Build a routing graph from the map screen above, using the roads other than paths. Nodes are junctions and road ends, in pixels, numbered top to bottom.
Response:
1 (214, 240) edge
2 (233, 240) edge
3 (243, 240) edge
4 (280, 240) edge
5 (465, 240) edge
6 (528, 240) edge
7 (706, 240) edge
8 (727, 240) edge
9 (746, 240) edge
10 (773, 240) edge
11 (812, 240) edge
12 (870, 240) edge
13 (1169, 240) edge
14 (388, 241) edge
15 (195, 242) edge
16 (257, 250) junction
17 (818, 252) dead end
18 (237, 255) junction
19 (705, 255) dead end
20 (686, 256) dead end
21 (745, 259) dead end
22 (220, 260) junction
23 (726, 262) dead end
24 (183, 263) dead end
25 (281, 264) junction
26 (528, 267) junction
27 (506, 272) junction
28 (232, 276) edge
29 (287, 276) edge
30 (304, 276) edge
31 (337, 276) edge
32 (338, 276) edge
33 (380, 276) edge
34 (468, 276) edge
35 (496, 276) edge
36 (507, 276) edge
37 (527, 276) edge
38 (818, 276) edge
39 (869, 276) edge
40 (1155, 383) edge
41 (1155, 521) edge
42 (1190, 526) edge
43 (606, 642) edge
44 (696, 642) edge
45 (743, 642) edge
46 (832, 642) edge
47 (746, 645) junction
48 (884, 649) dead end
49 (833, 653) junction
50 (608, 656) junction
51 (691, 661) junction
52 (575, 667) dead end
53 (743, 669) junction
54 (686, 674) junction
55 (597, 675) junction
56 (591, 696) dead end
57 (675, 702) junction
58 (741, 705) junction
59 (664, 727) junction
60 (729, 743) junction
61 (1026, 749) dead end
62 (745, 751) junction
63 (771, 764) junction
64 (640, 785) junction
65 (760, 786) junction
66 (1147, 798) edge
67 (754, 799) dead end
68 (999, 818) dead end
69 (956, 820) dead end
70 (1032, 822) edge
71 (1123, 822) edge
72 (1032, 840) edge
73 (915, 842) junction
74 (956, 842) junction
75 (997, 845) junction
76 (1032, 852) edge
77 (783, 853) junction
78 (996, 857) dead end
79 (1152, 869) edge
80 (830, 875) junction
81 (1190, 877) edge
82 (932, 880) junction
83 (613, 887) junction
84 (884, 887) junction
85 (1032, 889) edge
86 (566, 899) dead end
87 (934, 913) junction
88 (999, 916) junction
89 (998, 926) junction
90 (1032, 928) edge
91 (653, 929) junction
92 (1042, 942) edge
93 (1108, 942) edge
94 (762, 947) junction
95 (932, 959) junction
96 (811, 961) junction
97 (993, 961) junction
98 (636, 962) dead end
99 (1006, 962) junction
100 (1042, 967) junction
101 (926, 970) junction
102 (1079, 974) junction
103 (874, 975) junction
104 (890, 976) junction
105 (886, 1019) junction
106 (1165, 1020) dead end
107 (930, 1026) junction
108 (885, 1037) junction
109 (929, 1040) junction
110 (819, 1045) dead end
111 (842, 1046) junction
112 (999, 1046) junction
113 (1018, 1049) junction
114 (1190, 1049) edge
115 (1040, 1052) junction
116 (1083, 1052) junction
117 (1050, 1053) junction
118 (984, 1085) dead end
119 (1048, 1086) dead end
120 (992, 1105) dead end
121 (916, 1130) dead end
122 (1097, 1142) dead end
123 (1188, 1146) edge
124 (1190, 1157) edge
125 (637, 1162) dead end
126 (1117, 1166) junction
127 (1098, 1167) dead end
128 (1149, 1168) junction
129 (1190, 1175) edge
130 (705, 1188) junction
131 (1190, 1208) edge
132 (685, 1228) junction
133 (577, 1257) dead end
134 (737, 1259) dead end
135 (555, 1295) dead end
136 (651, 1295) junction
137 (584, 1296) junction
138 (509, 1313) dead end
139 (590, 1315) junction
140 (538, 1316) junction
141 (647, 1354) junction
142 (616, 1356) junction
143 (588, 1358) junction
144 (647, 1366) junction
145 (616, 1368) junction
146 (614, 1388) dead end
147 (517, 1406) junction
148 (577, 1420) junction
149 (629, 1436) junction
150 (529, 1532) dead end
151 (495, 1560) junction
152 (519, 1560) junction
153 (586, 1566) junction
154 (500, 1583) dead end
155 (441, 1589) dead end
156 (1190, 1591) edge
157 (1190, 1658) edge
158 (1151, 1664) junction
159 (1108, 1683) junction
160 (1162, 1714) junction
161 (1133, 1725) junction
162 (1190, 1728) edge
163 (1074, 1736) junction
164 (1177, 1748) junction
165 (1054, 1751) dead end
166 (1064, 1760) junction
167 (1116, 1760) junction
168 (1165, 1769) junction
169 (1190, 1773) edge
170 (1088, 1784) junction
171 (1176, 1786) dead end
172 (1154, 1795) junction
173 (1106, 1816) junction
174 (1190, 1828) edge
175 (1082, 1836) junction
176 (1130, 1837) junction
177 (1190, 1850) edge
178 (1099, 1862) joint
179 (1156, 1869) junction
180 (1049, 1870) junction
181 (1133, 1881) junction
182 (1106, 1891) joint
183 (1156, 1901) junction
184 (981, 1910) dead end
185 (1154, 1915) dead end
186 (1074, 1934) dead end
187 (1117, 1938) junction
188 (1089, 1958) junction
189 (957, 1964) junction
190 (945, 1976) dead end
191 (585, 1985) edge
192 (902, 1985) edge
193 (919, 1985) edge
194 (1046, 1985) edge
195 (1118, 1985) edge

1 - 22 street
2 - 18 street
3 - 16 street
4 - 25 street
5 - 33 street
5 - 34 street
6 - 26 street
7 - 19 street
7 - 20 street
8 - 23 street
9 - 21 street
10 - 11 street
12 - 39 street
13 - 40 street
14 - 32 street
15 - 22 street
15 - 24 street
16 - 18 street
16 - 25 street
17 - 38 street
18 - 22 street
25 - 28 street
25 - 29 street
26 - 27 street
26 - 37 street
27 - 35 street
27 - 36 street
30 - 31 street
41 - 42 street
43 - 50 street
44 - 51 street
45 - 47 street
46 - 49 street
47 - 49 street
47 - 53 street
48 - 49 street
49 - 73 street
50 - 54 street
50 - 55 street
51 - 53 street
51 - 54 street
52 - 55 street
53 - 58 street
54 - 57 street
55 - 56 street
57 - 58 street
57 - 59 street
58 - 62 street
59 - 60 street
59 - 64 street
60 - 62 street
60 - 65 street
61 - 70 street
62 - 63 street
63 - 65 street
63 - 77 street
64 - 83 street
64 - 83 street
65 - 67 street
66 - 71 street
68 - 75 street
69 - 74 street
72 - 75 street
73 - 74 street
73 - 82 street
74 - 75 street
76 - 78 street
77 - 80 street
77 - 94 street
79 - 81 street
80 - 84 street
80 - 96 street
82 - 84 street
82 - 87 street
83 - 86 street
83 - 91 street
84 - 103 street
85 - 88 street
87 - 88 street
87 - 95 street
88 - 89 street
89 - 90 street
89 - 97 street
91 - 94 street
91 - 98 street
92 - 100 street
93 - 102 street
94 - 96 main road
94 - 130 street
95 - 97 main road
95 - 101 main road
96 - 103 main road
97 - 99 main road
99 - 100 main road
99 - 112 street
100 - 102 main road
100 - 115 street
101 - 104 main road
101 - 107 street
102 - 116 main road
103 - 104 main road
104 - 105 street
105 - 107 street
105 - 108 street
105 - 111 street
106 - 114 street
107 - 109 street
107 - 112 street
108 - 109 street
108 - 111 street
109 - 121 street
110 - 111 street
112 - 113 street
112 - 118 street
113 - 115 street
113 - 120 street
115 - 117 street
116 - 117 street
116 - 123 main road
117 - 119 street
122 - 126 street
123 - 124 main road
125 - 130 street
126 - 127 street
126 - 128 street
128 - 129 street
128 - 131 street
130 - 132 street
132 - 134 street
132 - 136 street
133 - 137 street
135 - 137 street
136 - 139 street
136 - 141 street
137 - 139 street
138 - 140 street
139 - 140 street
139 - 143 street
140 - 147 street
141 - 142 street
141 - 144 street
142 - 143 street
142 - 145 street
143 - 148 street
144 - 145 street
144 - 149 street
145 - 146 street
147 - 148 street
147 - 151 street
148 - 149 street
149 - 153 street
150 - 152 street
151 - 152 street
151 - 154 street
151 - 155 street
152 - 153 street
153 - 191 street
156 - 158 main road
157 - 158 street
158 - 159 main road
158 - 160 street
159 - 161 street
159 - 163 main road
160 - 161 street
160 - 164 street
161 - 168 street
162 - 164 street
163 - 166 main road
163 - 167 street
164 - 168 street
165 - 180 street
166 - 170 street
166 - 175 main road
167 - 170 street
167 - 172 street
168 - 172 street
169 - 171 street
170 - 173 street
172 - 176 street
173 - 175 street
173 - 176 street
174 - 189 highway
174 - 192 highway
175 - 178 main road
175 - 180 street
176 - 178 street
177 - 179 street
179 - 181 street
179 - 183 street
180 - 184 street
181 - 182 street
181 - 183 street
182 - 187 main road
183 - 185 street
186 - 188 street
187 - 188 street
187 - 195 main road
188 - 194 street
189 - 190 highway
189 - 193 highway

● **Requirement**
Scan the material above for lines holding the string "highway" and copy those lines.

● **Problem solution**
174 - 189 highway
174 - 192 highway
189 - 190 highway
189 - 193 highway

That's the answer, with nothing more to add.